İRAN’DA KÜRT HAREKETİ
Bayram Bozyel
17 Şubat 2018 Cumartesi 15:22
2009 yılında yaşanan kapsamlı kitle hareketinden sonra, İran’da halk bu yılın ocak ayının başında yeniden meydanlara çıktı. Başta Meşhed ve Kum gibi dini merkezlerde hükümete karşı başlayan protesto gösterileri kısa sürede başkent Tahran olmak üzere 30’dan fazla kente yayıldı. İran’da sokağa çıkan göstericiler ilk planda işsizlik, yoksulluk ve rüşvet gibi sosyal ve ekonomik içerikli talepleri dile getirdi. Daha sonra protestoların siyasi dozu arttı ve kitleler doğrudan mollalar rejimini hedef alan sloganlar atmaya başladılar. Meydanlara çıkan göstericiler genellikle toplumun az gelirli kesimlerinden oluşuyordu, ancak eylemelere öğrenci, orta sınıf ve okumuş kesimden katılım da az değildi.

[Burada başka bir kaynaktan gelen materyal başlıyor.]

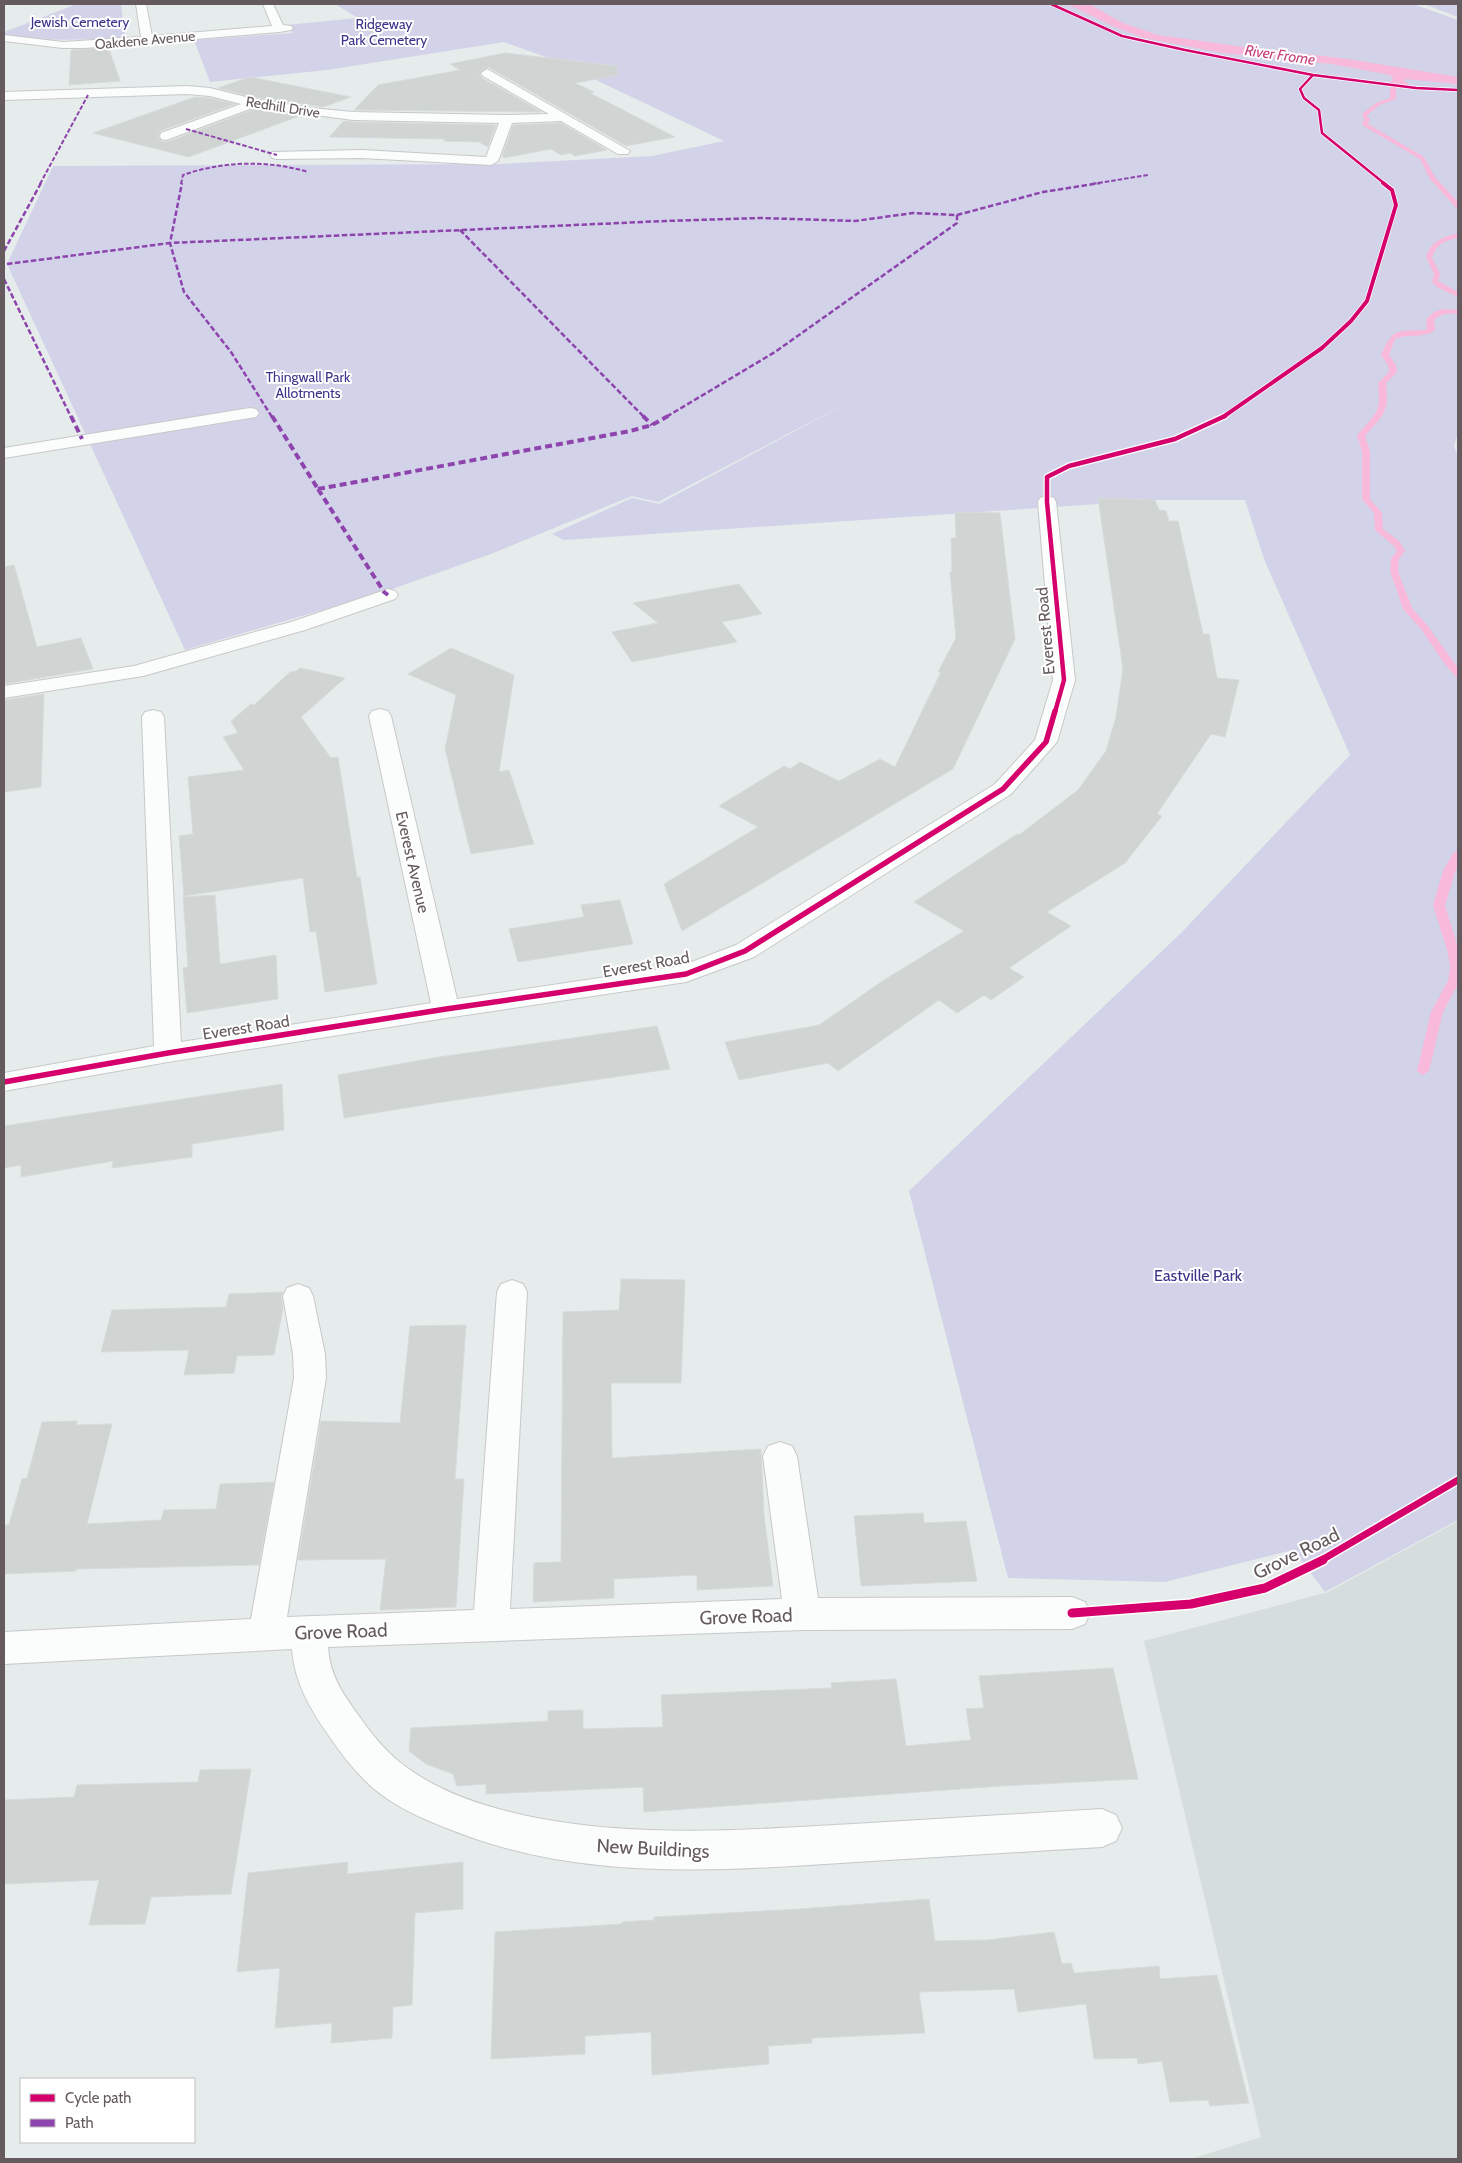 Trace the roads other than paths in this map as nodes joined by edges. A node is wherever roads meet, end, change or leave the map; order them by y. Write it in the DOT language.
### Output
graph roads {
  1 [pos="141,4"];
  2 [pos="268,4"];
  3 [pos="4,38"];
  4 [pos="147,40"];
  5 [pos="487,72"];
  6 [pos="4,96"];
  7 [pos="254,104"];
  8 [pos="563,117"];
  9 [pos="507,119"];
  10 [pos="166,136"];
  11 [pos="623,151"];
  12 [pos="277,155"];
  13 [pos="250,413"];
  14 [pos="4,453"];
  15 [pos="1047,502"];
  16 [pos="388,595"];
  17 [pos="4,692"];
  18 [pos="380,716"];
  19 [pos="152,717"];
  20 [pos="446,1009"];
  21 [pos="168,1053"];
  22 [pos="4,1082"];
  23 [pos="512,1292"];
  24 [pos="298,1296"];
  25 [pos="780,1456"];
  26 [pos="1072,1613"];
  27 [pos="802,1614"];
  28 [pos="491,1626"];
  29 [pos="310,1632"];
  30 [pos="268,1634"];
  31 [pos="4,1648"];
  32 [pos="1102,1828"];
  1 -- 4 [label="street"];
  2 -- 4 [label="street, Oakdene Avenue"];
  3 -- 4 [label="street, Oakdene Avenue"];
  5 -- 8 [label="street"];
  6 -- 7 [label="street, Redhill Drive"];
  7 -- 9 [label="street, Redhill Drive"];
  7 -- 10 [label="street"];
  8 -- 9 [label="street, Redhill Drive"];
  8 -- 11 [label="street"];
  9 -- 12 [label="street"];
  13 -- 14 [label="street"];
  15 -- 20 [label="street, Everest Road"];
  16 -- 17 [label="street"];
  18 -- 20 [label="street, Everest Avenue"];
  19 -- 21 [label="street"];
  20 -- 21 [label="street, Everest Road"];
  21 -- 22 [label="street, Everest Road"];
  23 -- 28 [label="street"];
  24 -- 30 [label="street"];
  25 -- 27 [label="street"];
  26 -- 27 [label="street, Grove Road"];
  27 -- 28 [label="street, Grove Road"];
  28 -- 29 [label="street, Grove Road"];
  29 -- 30 [label="street, Grove Road"];
  29 -- 32 [label="street, New Buildings"];
  30 -- 31 [label="street, Grove Road"];
}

Bu arada gözlerden kaçan bir nokta şuydu. İran’da kitleler rejimi protesto etmek amacıyla sokağa çıkmadan birkaç gün önce, Cumhurbaşkanı Ruhani parlamentoda yaptığı bir konuşmada ülkenin bütçesinden en büyük payın orduya gittiğini belirtiyor, ancak buraya giden parasal kaynakların nerede ve nasıl harcandığına dair şeffaflığın olmadığını ileri sürerek bu durumdan şikâyet ediyordu. Kitlelerin sokağa çıkmasında Cumhurbaşkanı Ruhani’nin söz konusu çıkışının bir etkisinin olup olmadığı bilinmez, ancak olayların başlamasından hemen sonra rejimi oluşturan bütün aktörlerin sokağa çıkan eylemcilere karşı birleşmesi gecikmedi.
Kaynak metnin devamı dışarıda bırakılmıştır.